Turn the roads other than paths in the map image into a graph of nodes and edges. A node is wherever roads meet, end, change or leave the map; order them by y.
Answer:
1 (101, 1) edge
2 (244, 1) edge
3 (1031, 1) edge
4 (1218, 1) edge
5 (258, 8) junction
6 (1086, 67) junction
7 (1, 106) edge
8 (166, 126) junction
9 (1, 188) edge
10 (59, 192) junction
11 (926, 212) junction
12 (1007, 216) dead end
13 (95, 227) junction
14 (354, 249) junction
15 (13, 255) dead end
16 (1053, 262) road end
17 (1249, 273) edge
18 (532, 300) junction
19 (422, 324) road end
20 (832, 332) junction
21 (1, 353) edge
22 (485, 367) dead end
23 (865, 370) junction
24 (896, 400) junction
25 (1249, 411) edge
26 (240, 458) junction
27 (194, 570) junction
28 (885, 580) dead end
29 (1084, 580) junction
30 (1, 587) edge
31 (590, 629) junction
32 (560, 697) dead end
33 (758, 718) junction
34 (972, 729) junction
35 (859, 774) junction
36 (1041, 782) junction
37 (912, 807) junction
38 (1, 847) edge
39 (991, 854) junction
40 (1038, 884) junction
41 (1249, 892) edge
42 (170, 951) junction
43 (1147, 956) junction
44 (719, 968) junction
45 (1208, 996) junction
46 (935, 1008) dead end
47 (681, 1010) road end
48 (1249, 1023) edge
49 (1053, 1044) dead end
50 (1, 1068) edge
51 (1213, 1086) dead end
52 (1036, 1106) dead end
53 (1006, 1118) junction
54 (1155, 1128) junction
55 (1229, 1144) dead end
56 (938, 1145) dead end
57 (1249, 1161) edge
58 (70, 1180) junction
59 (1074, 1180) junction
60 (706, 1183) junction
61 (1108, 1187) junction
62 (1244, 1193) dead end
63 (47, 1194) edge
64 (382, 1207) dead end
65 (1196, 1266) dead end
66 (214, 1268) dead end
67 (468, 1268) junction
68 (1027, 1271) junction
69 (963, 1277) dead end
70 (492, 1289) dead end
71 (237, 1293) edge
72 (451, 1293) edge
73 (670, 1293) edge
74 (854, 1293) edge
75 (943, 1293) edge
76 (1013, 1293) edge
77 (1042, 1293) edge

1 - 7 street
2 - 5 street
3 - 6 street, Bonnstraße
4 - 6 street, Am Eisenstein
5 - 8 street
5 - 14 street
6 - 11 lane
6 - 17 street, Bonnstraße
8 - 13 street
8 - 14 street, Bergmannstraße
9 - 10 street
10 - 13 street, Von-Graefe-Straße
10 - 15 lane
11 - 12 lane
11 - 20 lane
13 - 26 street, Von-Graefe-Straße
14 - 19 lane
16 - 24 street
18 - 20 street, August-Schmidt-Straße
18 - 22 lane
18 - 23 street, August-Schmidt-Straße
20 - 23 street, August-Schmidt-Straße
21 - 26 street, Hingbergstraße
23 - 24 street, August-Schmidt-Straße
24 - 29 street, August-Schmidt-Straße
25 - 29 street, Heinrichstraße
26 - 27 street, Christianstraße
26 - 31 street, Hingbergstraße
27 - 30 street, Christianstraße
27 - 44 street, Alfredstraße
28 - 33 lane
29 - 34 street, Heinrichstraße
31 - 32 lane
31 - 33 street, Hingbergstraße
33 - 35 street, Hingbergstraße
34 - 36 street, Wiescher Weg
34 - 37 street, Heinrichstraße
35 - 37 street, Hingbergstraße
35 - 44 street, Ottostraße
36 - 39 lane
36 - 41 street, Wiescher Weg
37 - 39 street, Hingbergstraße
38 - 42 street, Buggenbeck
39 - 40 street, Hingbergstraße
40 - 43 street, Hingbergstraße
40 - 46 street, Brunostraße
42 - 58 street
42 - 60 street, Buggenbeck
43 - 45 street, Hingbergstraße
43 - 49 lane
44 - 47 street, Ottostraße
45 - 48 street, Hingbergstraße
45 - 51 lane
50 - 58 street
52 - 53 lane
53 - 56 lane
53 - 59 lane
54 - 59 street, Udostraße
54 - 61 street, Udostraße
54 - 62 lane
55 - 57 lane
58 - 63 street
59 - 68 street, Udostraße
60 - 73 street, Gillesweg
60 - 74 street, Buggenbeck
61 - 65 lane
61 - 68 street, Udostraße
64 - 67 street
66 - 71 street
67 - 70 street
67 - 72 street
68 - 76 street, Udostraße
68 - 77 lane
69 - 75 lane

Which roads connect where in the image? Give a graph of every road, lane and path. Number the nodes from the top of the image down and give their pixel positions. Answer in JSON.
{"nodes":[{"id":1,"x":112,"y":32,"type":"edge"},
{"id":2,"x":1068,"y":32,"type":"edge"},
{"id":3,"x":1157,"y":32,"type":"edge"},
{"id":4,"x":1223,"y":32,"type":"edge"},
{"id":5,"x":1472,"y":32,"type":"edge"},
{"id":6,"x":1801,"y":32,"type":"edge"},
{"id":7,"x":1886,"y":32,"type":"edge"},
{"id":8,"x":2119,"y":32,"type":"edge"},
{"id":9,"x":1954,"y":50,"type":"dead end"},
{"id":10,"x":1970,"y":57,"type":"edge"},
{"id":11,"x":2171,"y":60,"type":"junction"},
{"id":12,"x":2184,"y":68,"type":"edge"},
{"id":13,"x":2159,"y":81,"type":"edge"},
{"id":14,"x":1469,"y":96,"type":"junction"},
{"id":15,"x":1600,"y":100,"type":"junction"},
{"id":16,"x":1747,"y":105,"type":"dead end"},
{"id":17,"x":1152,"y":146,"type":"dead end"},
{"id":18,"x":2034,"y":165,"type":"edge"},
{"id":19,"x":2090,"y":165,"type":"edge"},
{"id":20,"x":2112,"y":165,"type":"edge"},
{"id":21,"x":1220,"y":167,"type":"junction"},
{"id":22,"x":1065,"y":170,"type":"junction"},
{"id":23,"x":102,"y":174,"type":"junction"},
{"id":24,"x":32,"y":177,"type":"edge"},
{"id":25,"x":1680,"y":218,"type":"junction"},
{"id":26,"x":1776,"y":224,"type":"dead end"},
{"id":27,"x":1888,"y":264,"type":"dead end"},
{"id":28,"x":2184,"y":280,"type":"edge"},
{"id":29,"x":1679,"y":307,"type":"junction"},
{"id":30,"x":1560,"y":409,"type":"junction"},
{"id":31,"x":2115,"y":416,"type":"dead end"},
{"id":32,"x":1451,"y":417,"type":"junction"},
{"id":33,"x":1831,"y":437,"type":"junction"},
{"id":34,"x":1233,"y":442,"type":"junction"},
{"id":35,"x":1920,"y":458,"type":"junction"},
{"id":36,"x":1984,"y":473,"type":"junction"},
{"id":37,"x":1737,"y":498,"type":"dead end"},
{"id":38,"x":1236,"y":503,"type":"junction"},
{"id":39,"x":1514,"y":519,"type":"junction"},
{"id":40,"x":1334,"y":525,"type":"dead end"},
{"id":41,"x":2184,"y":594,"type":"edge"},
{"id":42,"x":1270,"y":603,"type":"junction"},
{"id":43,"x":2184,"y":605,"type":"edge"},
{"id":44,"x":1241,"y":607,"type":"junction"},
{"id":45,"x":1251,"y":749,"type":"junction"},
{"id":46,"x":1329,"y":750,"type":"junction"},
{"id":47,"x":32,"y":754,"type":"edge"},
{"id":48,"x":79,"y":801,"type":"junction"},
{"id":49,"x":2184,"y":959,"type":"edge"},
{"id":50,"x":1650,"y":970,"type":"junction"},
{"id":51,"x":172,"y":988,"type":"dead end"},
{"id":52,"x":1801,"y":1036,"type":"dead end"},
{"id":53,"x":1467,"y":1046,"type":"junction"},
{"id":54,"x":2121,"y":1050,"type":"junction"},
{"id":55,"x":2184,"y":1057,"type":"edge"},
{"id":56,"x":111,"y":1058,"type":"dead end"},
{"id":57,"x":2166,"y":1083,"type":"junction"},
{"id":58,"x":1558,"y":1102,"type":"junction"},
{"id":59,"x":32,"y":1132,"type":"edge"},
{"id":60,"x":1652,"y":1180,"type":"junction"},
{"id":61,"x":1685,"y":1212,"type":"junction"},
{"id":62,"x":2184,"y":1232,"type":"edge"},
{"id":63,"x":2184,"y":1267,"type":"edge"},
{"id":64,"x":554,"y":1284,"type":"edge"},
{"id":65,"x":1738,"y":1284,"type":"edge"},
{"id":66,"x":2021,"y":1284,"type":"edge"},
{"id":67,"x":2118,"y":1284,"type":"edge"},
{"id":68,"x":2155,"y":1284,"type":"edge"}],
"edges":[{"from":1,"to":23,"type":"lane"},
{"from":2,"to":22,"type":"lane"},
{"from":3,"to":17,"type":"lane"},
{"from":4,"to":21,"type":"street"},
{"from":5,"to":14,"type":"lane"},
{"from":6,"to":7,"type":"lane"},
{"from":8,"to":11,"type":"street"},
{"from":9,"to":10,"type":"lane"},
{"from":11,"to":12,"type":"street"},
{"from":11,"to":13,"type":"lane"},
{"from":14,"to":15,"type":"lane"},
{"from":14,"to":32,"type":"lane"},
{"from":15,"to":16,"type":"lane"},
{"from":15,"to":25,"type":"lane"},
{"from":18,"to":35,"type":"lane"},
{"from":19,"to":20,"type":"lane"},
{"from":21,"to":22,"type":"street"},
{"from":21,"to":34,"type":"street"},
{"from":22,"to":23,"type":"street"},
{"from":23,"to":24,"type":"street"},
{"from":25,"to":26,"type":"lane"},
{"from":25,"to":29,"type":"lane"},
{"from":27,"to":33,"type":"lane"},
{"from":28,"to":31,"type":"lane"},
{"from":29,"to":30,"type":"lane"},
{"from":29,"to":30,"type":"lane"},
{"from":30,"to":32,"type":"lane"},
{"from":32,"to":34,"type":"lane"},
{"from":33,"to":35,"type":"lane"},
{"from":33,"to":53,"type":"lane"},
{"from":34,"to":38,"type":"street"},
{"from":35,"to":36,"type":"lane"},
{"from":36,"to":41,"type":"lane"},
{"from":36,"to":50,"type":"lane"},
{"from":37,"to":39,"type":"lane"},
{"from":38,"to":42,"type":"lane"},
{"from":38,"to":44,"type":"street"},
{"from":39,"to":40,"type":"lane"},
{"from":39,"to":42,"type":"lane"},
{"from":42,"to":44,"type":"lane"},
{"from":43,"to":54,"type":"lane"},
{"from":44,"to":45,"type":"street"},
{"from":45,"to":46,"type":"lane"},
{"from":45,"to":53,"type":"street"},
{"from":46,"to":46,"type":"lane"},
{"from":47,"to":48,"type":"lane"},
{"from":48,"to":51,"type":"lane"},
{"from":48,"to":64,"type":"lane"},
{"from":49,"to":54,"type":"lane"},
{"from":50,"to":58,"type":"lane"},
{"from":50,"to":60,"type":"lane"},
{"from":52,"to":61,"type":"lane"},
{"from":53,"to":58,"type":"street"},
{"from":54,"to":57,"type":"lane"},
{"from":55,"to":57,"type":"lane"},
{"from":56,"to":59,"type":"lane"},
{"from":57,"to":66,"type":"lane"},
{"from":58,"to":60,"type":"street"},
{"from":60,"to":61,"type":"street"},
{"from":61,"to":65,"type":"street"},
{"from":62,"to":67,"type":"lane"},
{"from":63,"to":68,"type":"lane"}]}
════════
**What to do**.
How many lines in the records above contain the word "image"? Answer with the number only.

**Reply**.
2